[Start of section]

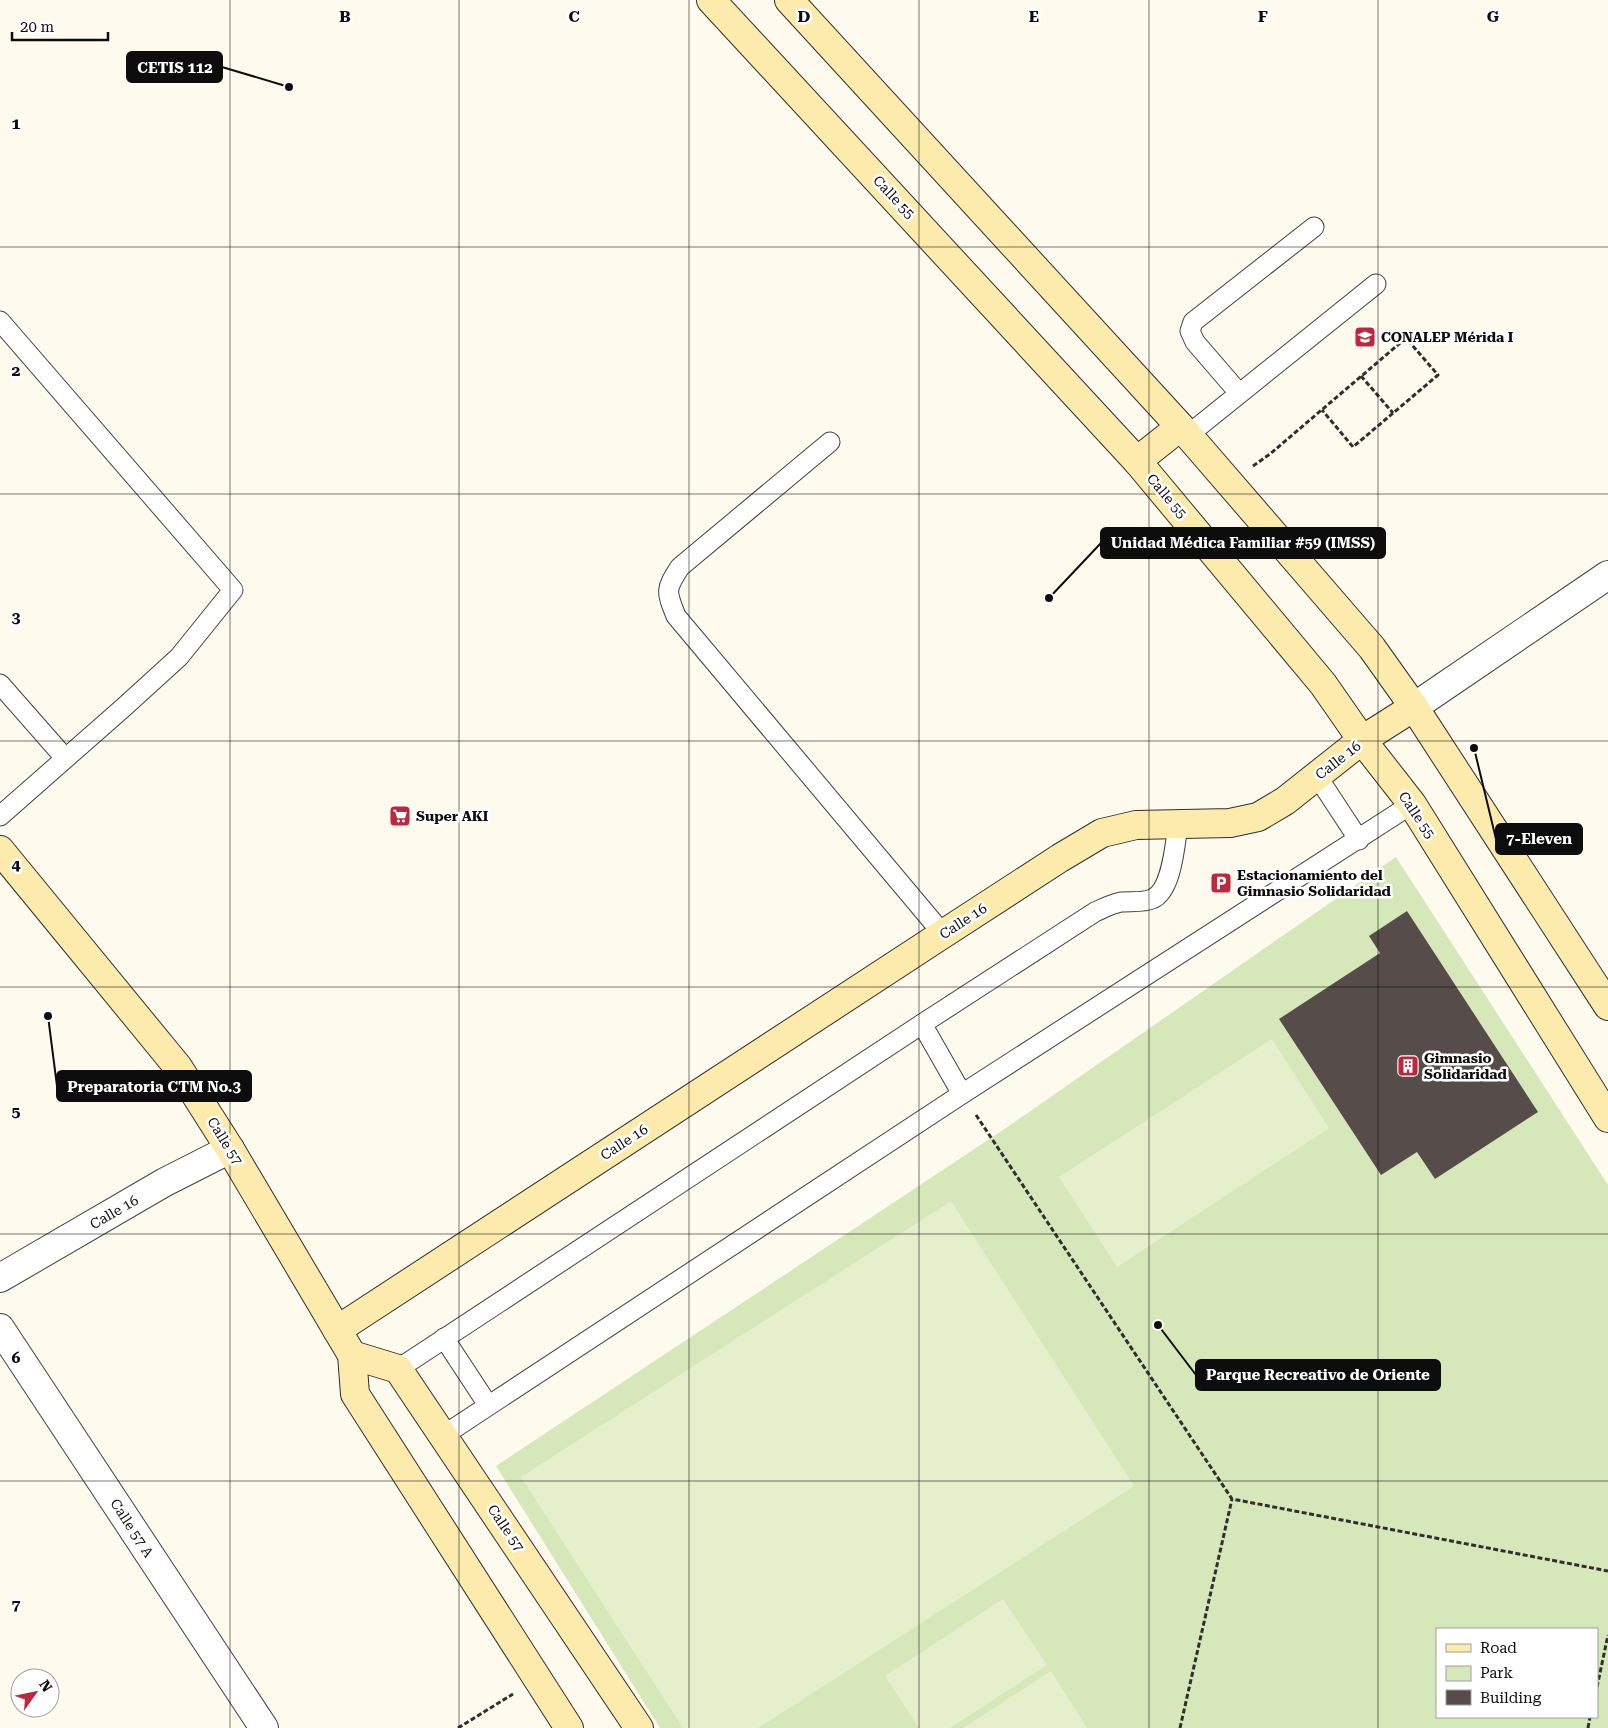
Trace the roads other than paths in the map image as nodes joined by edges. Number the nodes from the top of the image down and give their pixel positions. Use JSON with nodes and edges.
{"nodes":[{"id":1,"x":711,"y":0,"type":"edge"},
{"id":2,"x":789,"y":0,"type":"edge"},
{"id":3,"x":1314,"y":227,"type":"dead end"},
{"id":4,"x":1376,"y":284,"type":"dead end"},
{"id":5,"x":0,"y":321,"type":"edge"},
{"id":6,"x":1239,"y":393,"type":"junction"},
{"id":7,"x":1184,"y":431,"type":"junction"},
{"id":8,"x":830,"y":442,"type":"dead end"},
{"id":9,"x":1137,"y":461,"type":"junction"},
{"id":10,"x":1608,"y":575,"type":"edge"},
{"id":11,"x":0,"y":684,"type":"edge"},
{"id":12,"x":1414,"y":707,"type":"junction"},
{"id":13,"x":1362,"y":740,"type":"junction"},
{"id":14,"x":64,"y":758,"type":"junction"},
{"id":15,"x":1317,"y":776,"type":"junction"},
{"id":16,"x":1412,"y":804,"type":"junction"},
{"id":17,"x":0,"y":816,"type":"edge"},
{"id":18,"x":1178,"y":825,"type":"junction"},
{"id":19,"x":1359,"y":840,"type":"junction"},
{"id":20,"x":0,"y":850,"type":"edge"},
{"id":21,"x":943,"y":934,"type":"junction"},
{"id":22,"x":1608,"y":1006,"type":"edge"},
{"id":23,"x":922,"y":1024,"type":"junction"},
{"id":24,"x":962,"y":1094,"type":"junction"},
{"id":25,"x":1608,"y":1118,"type":"edge"},
{"id":26,"x":230,"y":1148,"type":"junction"},
{"id":27,"x":0,"y":1278,"type":"edge"},
{"id":28,"x":0,"y":1328,"type":"edge"},
{"id":29,"x":337,"y":1330,"type":"junction"},
{"id":30,"x":444,"y":1338,"type":"junction"},
{"id":31,"x":352,"y":1355,"type":"junction"},
{"id":32,"x":398,"y":1369,"type":"junction"},
{"id":33,"x":488,"y":1405,"type":"junction"},
{"id":34,"x":444,"y":1435,"type":"junction"},
{"id":35,"x":264,"y":1728,"type":"edge"},
{"id":36,"x":569,"y":1728,"type":"edge"},
{"id":37,"x":640,"y":1728,"type":"edge"}],
"edges":[{"from":1,"to":9,"type":"street","name":"Calle 55"},
{"from":2,"to":7,"type":"street"},
{"from":3,"to":6,"type":"lane"},
{"from":4,"to":6,"type":"lane"},
{"from":5,"to":14,"type":"lane"},
{"from":6,"to":7,"type":"lane"},
{"from":7,"to":9,"type":"street"},
{"from":7,"to":12,"type":"street"},
{"from":8,"to":21,"type":"lane"},
{"from":9,"to":13,"type":"street","name":"Calle 55"},
{"from":10,"to":12,"type":"street","name":"Calle 16"},
{"from":11,"to":14,"type":"lane"},
{"from":12,"to":13,"type":"street","name":"Calle 16"},
{"from":12,"to":22,"type":"street"},
{"from":13,"to":15,"type":"street","name":"Calle 16"},
{"from":13,"to":16,"type":"street","name":"Calle 55"},
{"from":14,"to":17,"type":"lane"},
{"from":15,"to":18,"type":"street","name":"Calle 16"},
{"from":15,"to":19,"type":"lane"},
{"from":16,"to":19,"type":"lane"},
{"from":16,"to":25,"type":"street","name":"Calle 55"},
{"from":18,"to":21,"type":"street","name":"Calle 16"},
{"from":18,"to":23,"type":"lane"},
{"from":19,"to":24,"type":"lane"},
{"from":20,"to":26,"type":"street","name":"Calle 57"},
{"from":21,"to":29,"type":"street","name":"Calle 16"},
{"from":23,"to":24,"type":"lane"},
{"from":23,"to":30,"type":"lane"},
{"from":24,"to":33,"type":"lane"},
{"from":26,"to":27,"type":"street","name":"Calle 16"},
{"from":26,"to":29,"type":"street","name":"Calle 57"},
{"from":28,"to":35,"type":"street","name":"Calle 57 A"},
{"from":29,"to":31,"type":"street","name":"Calle 57"},
{"from":30,"to":32,"type":"lane"},
{"from":30,"to":33,"type":"lane"},
{"from":31,"to":32,"type":"street"},
{"from":31,"to":36,"type":"street","name":"Calle 57"},
{"from":32,"to":34,"type":"street","name":"Calle 57"},
{"from":33,"to":34,"type":"lane"},
{"from":34,"to":37,"type":"street","name":"Calle 57"}]}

[End of section]

The answer is a number alone: how many lines of the data contain the string "dead"?

- [Answer space]: 3